Which way did you fly to Korea?

We got a new USB GPS tracker(from Mobile Action, GT100) and had to try it out on the trip to Korea. It worked very well compared to the other devices we had so far. It got the bus trip in Düsseldorf airport right and the entire flight from Amsterdam to Seoul. Tracking worked well in the taxi from the Airport to the hotel. While walking in downtown Seoul it still performed OK (given the urban canyons) with some outliers.

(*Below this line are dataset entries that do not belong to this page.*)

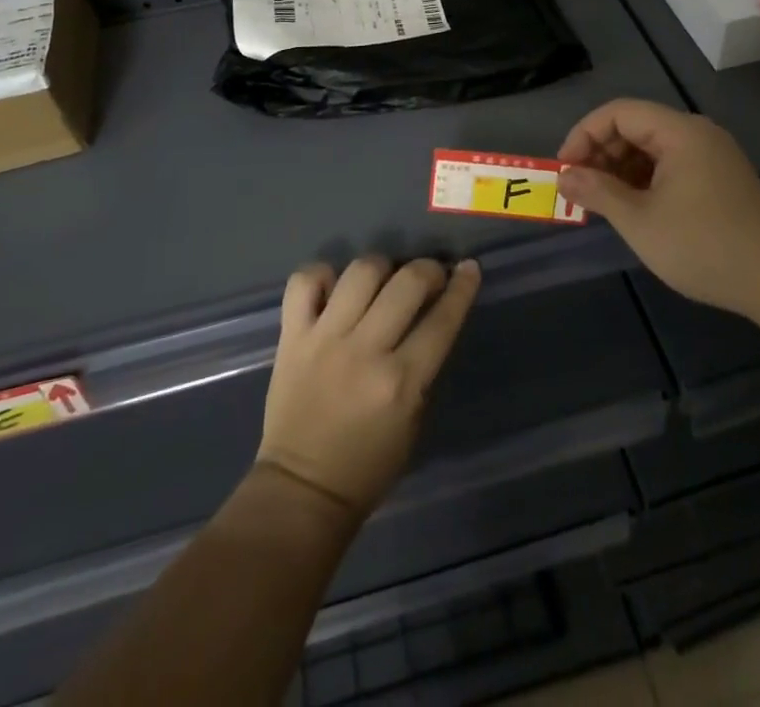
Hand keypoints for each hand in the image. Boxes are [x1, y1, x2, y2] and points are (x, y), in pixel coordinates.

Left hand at [257, 256, 481, 524]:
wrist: (301, 491)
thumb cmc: (368, 465)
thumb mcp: (414, 420)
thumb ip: (423, 365)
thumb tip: (432, 314)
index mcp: (401, 382)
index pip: (442, 319)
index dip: (462, 287)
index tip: (468, 268)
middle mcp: (364, 351)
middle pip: (406, 282)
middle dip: (427, 270)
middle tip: (429, 277)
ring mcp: (324, 339)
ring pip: (360, 271)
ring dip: (380, 268)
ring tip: (382, 280)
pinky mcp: (291, 337)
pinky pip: (305, 281)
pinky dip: (323, 275)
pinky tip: (334, 288)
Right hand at [557, 98, 759, 318]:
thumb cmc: (703, 245)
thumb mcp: (640, 220)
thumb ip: (597, 192)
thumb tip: (564, 177)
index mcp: (679, 132)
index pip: (618, 112)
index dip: (584, 135)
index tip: (565, 170)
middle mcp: (696, 134)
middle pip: (635, 126)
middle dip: (601, 153)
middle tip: (580, 189)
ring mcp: (711, 156)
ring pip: (651, 148)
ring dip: (620, 169)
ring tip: (602, 202)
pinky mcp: (719, 179)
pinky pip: (670, 166)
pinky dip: (644, 181)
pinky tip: (633, 208)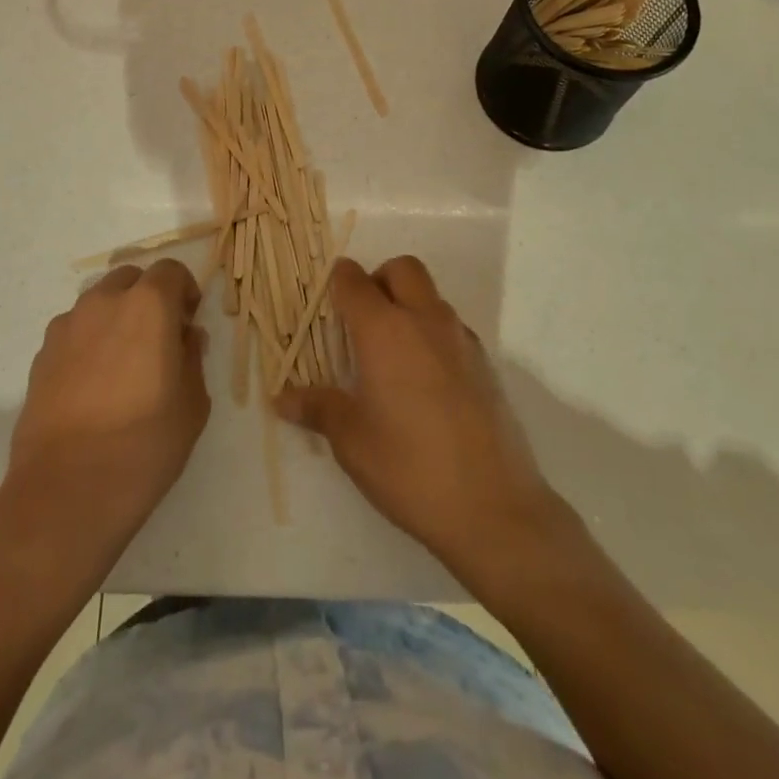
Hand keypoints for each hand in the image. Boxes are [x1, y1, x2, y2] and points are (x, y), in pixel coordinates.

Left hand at [4, 260, 209, 558]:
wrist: (67, 491)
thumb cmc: (144, 444)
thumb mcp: (192, 403)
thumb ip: (192, 358)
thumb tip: (185, 337)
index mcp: (147, 305)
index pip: (170, 271)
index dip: (184, 291)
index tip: (189, 322)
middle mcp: (103, 302)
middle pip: (130, 279)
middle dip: (148, 298)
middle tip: (159, 338)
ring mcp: (66, 327)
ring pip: (98, 303)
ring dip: (116, 317)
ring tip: (123, 364)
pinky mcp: (41, 355)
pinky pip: (74, 331)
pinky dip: (89, 342)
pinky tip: (94, 385)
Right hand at [276, 256, 571, 590]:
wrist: (495, 508)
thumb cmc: (410, 468)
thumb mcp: (352, 441)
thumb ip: (318, 408)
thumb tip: (282, 399)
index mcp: (385, 331)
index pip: (354, 281)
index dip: (337, 281)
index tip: (325, 299)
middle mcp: (426, 321)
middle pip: (402, 269)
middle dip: (378, 280)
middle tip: (361, 321)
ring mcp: (462, 340)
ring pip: (431, 296)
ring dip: (408, 306)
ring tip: (390, 356)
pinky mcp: (486, 364)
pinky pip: (452, 328)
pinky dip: (432, 334)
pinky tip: (424, 382)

It did not get any signal while we were on the Fokker-50 from Düsseldorf to Amsterdam 🙁 I slept a few hours on the flight to Seoul but I think someone took a photo (probably of me) over Mongolia… If you wonder if it is allowed to used your GPS in the plane or not – it is – at least with KLM (according to a random website 🙂

Back in Korea, Adverts, Driving and Entertainment

On the way into town we got a really good price for the taxi (just make a mental note never to negotiate something with Florian and Alireza at the same time 😉 It seems taxi driving is sort of boring – he too watched television while driving (like the taxi driver some weeks ago in Amsterdam). I think we should seriously think more about entertainment for micro breaks because I still think it is for a good reason not allowed to watch TV while driving.

Seoul is an amazing place. There are many digital signs and electronic adverts. Walking back to the hotel I saw a large digital display on a rooftop (would guess about 10 meters by 6 meters). If working it is probably nice. But now it is mal functioning and the experience walking down the road is worsened as one inevitably looks at it. I wonder if in 10 years we will be used to broken large screen displays…   

We presented MirrorBoard at Mensch und Computer 2008 in Lübeck

Last winter term I was teaching a class on Unconventional User Interfaces at the University of Linz as part of the MSc in Pervasive Computing. As part of the exercises the students had to do a project and write a paper on the topic in a group. This required to do a full round in the development (from idea creation to study).

Florian König and his group had an exciting idea for a novel form of advertisement. The user is mirrored in the advert and becomes a part of it. They implemented an interactive poster for a travel agent (users become part of the holyday scene) and tested it in-situ. The paper was accepted at the German HCI conference (Mensch und Computer) and Florian presented it today very well [1].

In the questions there was much discussion about privacy and user acceptance. We discussed whether or not such a installation would be legal in Germany (people mentioned the Datenschutzgesetz §6).

[1] Johannes Schönböck, Florian König, Gabriele Kotsis, Dominik Gruber, Emre Zaim, Albrecht Schmidt. MirrorBoard – An Interactive Billboard. Mensch und Computer 2008. Lübeck. Oldenbourg Verlag, 2008, p 207-216.